New developments in remote broadcast cameras

David Bradley

Author: David Bradley

Published: 24 January 2019

New developments in remote broadcast cameras

Small, specialist broadcast cameras are doing more work than ever before. David Bradley of BR Remote explains how the operation of cameras is changing to deliver much greater volumes of content, and outlines some of the creative possibilities that next wave of remote technology will bring.

Perhaps the greatest challenge facing broadcasters and production companies at the moment is to find a way to create sufficient volumes of high quality content to feed the ever increasing number of broadcast channels and their audiences – traditional broadcasters, Internet broadcasters and on-demand viewing. The sheer amount of broadcast content required has grown massively, it is still growing, and all of this needs cameras!

At BR Remote we can see how remote cameras will enable broadcasters to capture much greater volume of content. Camera control from another location, is key to the philosophy. The future of Outside Broadcast will be to have only part of a crew at a venue and the rest of the crew in a central control room with the Director, where there will be a number of live feeds coming in. For example, in the case of football, a broadcaster will be able to offer more live games, using a mixture of manned, remote and automated cameras. The centrally located remote operators can take over control of automated or static cameras if a particular game gets interesting. Like this, the broadcaster can cover perhaps double the number of matches for the same cost, using more cameras but not necessarily requiring more operators. It is convenient, and it makes business sense to manage production this way. Also, if cameras are required in inaccessible places, where Health and Safety regulations would never allow a camera operator to go, a remote camera will do those jobs as well.

We have become used to “always-on, 24 hour” news coverage. While this is not new, it remains a challenge to meet expectations. There are more places to film and more stories to cover, and a broadcaster may need to operate cameras 24/7 in order to capture a key piece of action for one piece of news coverage. If you operate news cameras 24 hours a day, 7 days a week the costs would soon become ludicrously high. Again, remote controlled cameras provide the solution - they can be left to run unattended but monitored, and no event of any significance will be missed.

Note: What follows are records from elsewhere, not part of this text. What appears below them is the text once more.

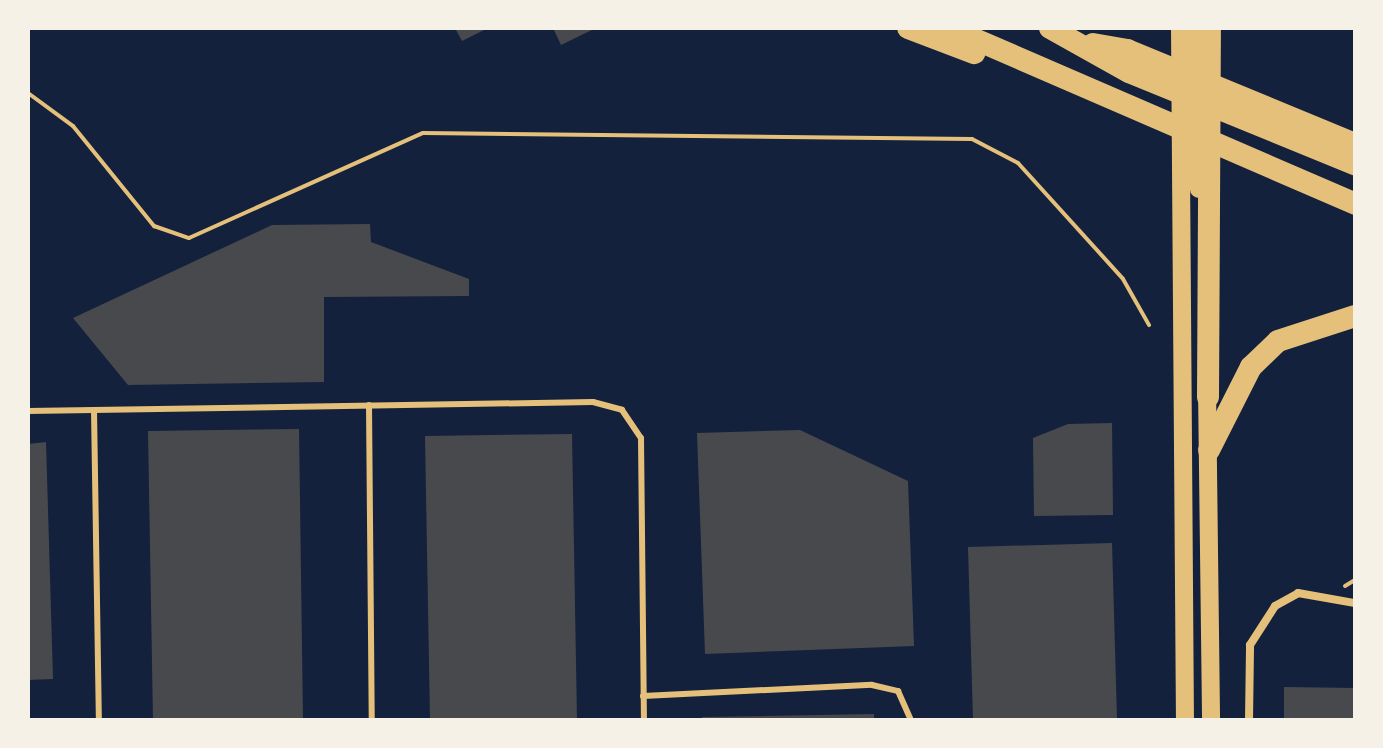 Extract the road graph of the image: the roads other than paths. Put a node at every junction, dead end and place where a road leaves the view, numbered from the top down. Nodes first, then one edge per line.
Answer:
1 (908, 28) edge
2 (949, 28) edge
3 (1050, 28) edge
4 (1180, 28) edge
5 (1195, 28) edge
6 (1210, 28) edge
7 (1052, 78) junction
8 (1268, 121) junction
9 (1355, 144) edge
10 (1355, 164) edge
11 (1355, 204) edge
12 (1355, 316) edge
13 (1208, 397) junction
14 (369, 405) junction
15 (94, 410) junction
16 (28, 411) edge
17 (1209, 450) junction
18 (1355, 603) edge
19 (643, 696) junction
20 (99, 720) edge
21 (372, 720) edge
22 (644, 720) edge
23 (911, 720) edge
24 (1185, 720) edge
25 (1211, 720) edge
26 (1249, 720) edge

1 - 7 highway
2 - 7 highway
3 - 8 highway
4 - 24 main road
5 - 13 main road
6 - 13 highway
7 - 11 highway
8 - 9 highway
8 - 10 highway
12 - 17 highway
13 - 17 main road
14 - 15 lane
14 - 19 lane
14 - 21 lane
15 - 16 lane
15 - 20 lane
17 - 25 main road
18 - 26 street
19 - 22 lane
19 - 23 lane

The ability to control the camera from a remote location, enabled by fast networks, is central to achieving more from the same number of lenses. This is quite a new concept, and is sure to grow, as production moves more towards a “Cloud” based model. We are starting to see IP networks carrying more television feeds, and we are already sending comms and camera control to operate over IP – although we think broadcasters understand the potential of IP better than IP engineers understand television!

Clever features already available in cameras are enabling all of this. WDR, motion control which is silent, and cameras that can hold profiled moves and which can turn through 360 degrees as standard are just some of these, while IP and fibre interfaces bring lots more flexibility.

People want to put cameras in all kinds of places, so we have added some interesting features to the BR Remote CamBall4 cameras. We have made the cameras weatherproof, so you can use them out doors, and we have self-levelling options, so that cameras can be placed on top of an OB vehicle and will remain level even when the van is parked with two wheels are on the pavement.

What next?

AR and VR present the newest creative opportunities. A camera using Metadata and built-in motion-controlled moves lets you place a live image over a background generated by graphics, and the metadata will keep the picture intact – the classic news piece to camera, with a particular view behind the presenter. This has always been possible for static shots but we are optimising our camera to provide the absolute accuracy of movement required for VR and AR. Remote camera technology is bringing solutions to old problems and giving us new ways to build video. Composite images are the future. Camera technology and remote technology in particular means that production can create more, both in terms of output and creativity, without necessarily adding more staff.

We can see that remote camera rigs will play a big role in delivering the increasing amount of content needed today, and that metadata, sending camera and lens positions with every frame will enable camera applications to move towards studio automation. Look out for remote cameras with more features and more software in 2019.